> **EXERCISE REQUIREMENTS**
The copy you produce must repeat each record exactly and contain no pictures.

Source records:
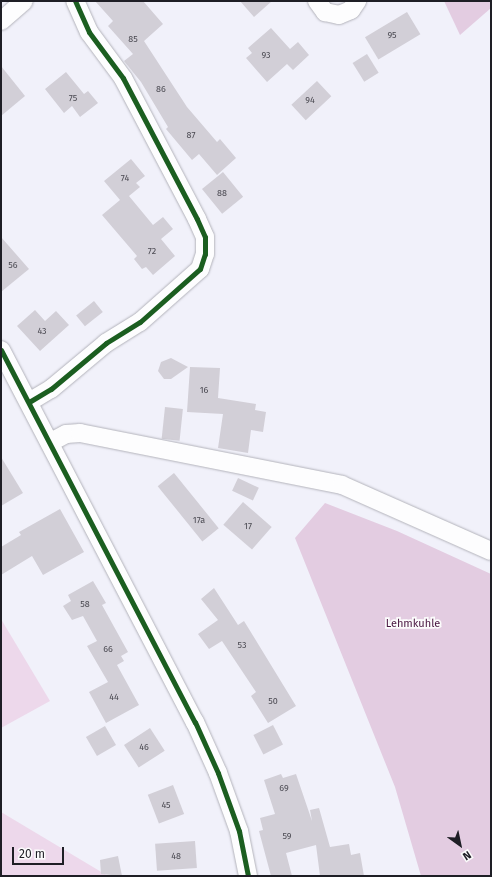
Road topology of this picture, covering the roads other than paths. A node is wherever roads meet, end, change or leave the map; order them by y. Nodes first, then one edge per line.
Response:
1 (24, 1) edge
2 (75, 1) edge
3 (317, 1) edge
4 (357, 1) edge
5 (1, 21) edge
6 (1, 350) edge
7 (29, 402) junction
8 (50, 442) junction
9 (491, 551) edge
10 (248, 876) edge

1 - 5 street
2 - 7 street
3 - 4 street
6 - 7 street
7 - 8 street
8 - 9 street
8 - 10 street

> **RESULT**
Road topology of this picture, covering the roads other than paths. A node is wherever roads meet, end, change or leave the map; order them by y. Nodes first, then one edge per line.
Response:
1 (24, 1) edge
2 (75, 1) edge
3 (317, 1) edge
4 (357, 1) edge
5 (1, 21) edge
6 (1, 350) edge
7 (29, 402) junction
8 (50, 442) junction
9 (491, 551) edge
10 (248, 876) edge

1 - 5 street
2 - 7 street
3 - 4 street
6 - 7 street
7 - 8 street
8 - 9 street
8 - 10 street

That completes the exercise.